J: So I know for a fact that (“NO”) we should’ve gotten there at least before three — no, at least by 3:00 or 3:15 at the latest the last time and it wasn’t until 4:45 we got there two (“LUCKY”) years before. So that really gave me a confirmation that there really was something. Now the first time around, it’s the strangest thing — you don’t think of it. For some reason, you get the feeling it’s not important. I went — when we went — when I called my husband in — from Thermopolis because (“NO”) — to tell him that we were on our way home and he said it was almost five o’clock. I went to the table that the ladies were sitting — eat (or “EAT”) — they were going, you know, order to eat. And I said, “Ladies, it’s almost five o’clock. Do we have some missing time here?” And they — nobody paid any attention to me. They said, “What shall we have for dinner da da da da” — I mean it was like —
A: (small laugh)
J: Okay, nobody’s interested. I’ll just drop it. But that’s the way it seemed. Always at first it seems not important and you drop it. Then later, even years later, something comes to you and you think, “That’s really important.”

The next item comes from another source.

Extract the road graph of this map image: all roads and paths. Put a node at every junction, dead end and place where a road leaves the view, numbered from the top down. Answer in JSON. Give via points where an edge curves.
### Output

A: Now do either one of you know what you did during this missing time?
H: No.
J: Sounded silly on the tape.
H: Yeah . . .
A: Now — now —
H: . . . started to say that’s what the kicker is. A month later — a month after that — I always video my children’s athletic activities — well basketball was coming up. And I hadn’t watched the volleyball tape from state and so I thought, “Well gosh, I’d better, you know, get to the end of that volleyball so that I can start the basketball. And I had put up my big screen TV and started playing it. And this rainbow cloud appears on my video tape.
A: Oh my. So in other words you video taped during the missing time?
H: Well I —
J: We had no idea she videotaped —
H: — no, there were four of us.
J: Nobody knew it.
H: And you would think as excited as we were — my husband said that, “You know, Marla, you were so excited about taking your film in the very next day when you got home to get these still pictures and if you had’ve known you had a video, wouldn’t have you been excited to see it?” And this is a month later. And it just — you know, I just put it in so I could start recording again and here this appears on my video.

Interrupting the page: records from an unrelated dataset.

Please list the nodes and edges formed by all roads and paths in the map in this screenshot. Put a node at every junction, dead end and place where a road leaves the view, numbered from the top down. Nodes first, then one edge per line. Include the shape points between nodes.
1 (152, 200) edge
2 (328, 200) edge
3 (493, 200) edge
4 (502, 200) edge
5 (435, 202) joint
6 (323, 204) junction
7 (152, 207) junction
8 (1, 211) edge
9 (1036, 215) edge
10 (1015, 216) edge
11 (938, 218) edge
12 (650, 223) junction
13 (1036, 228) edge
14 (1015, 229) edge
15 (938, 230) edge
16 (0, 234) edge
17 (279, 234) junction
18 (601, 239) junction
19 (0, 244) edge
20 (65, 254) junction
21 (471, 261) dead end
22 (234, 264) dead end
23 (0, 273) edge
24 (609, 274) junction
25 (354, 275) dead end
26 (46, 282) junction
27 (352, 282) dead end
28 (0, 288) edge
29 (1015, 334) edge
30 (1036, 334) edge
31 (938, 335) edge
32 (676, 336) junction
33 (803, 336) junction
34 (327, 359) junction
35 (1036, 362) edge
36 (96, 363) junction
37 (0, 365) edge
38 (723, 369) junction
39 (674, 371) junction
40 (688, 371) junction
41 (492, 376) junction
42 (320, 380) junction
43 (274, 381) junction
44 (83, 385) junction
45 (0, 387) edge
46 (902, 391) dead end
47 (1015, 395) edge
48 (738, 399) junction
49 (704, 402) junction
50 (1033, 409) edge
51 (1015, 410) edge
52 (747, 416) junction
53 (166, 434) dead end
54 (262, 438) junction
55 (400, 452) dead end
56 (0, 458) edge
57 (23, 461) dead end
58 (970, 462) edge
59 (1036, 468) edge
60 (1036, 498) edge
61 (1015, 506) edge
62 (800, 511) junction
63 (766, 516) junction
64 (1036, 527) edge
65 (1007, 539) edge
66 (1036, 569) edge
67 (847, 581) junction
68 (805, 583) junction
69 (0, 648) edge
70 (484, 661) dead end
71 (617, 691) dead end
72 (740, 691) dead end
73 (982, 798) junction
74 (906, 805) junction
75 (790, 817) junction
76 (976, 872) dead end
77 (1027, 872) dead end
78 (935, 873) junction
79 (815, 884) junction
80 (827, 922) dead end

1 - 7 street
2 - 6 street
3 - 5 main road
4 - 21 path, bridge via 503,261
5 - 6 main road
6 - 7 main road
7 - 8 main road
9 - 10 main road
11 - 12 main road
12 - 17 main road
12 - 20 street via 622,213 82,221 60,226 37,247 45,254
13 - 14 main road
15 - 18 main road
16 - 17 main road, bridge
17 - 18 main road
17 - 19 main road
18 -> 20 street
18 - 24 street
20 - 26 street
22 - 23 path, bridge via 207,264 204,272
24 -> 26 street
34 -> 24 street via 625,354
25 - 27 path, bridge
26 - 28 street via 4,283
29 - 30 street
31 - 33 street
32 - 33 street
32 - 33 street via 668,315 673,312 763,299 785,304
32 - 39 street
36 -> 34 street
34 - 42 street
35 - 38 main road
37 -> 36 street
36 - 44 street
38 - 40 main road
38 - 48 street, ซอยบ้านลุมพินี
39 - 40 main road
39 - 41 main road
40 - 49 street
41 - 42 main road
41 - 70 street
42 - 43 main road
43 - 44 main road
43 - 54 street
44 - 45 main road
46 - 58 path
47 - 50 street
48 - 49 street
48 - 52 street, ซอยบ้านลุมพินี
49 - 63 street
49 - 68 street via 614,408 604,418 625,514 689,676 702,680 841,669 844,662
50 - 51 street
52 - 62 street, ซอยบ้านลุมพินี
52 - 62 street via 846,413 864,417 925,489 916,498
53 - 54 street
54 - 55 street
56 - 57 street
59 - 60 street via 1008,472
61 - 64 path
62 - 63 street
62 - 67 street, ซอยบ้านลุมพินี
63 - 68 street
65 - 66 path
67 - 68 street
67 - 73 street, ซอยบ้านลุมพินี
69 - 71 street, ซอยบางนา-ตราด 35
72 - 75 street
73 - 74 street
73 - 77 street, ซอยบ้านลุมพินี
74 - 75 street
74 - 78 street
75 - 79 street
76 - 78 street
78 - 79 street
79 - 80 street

J: And then as you’re watching the rainbow cloud, all of a sudden at the top of the screen (“DIP”) comes out an actual solid ball of something which is on — what you have on the Internet now.
H: Real silver.
J: And we didn’t even know that she taped it.
A: So in other words you all — four of you — is that correct?
J: Yeah.
H: Four of us. Right.
A: Actually did taping? Whitley, how long is the video tape?
W: It’s about ninety seconds.
A: About ninety seconds in total?
H: And you can hear each of us talking and saying, “Oh gosh, it’s just beautiful, you know, because of the colors and everything.” And not one of us remembers videotaping.
A: Alright. I want to finish this up. We’re at the top of the hour so everybody hold tight through the break and we will be back. And we’ve got Marla Hendricks, Jamie Eger — both Glenrock people as the saga of Glenrock continues. We’ll finish up in a moment. My guest throughout the night tonight is Whitley Strieber and you will hear his story and the story of implants. Roger Leir — Dr. Roger Leir, who’s been a pioneer implant surgeon, is going to be our guest shortly. I’m Art Bell. This is “Coast to Coast AM”
(bumper music is “Don’t Leave Me This Way” performed by Thelma Houston)
Q: Art loves songs that appeared in Paramount movies. Have you noticed that?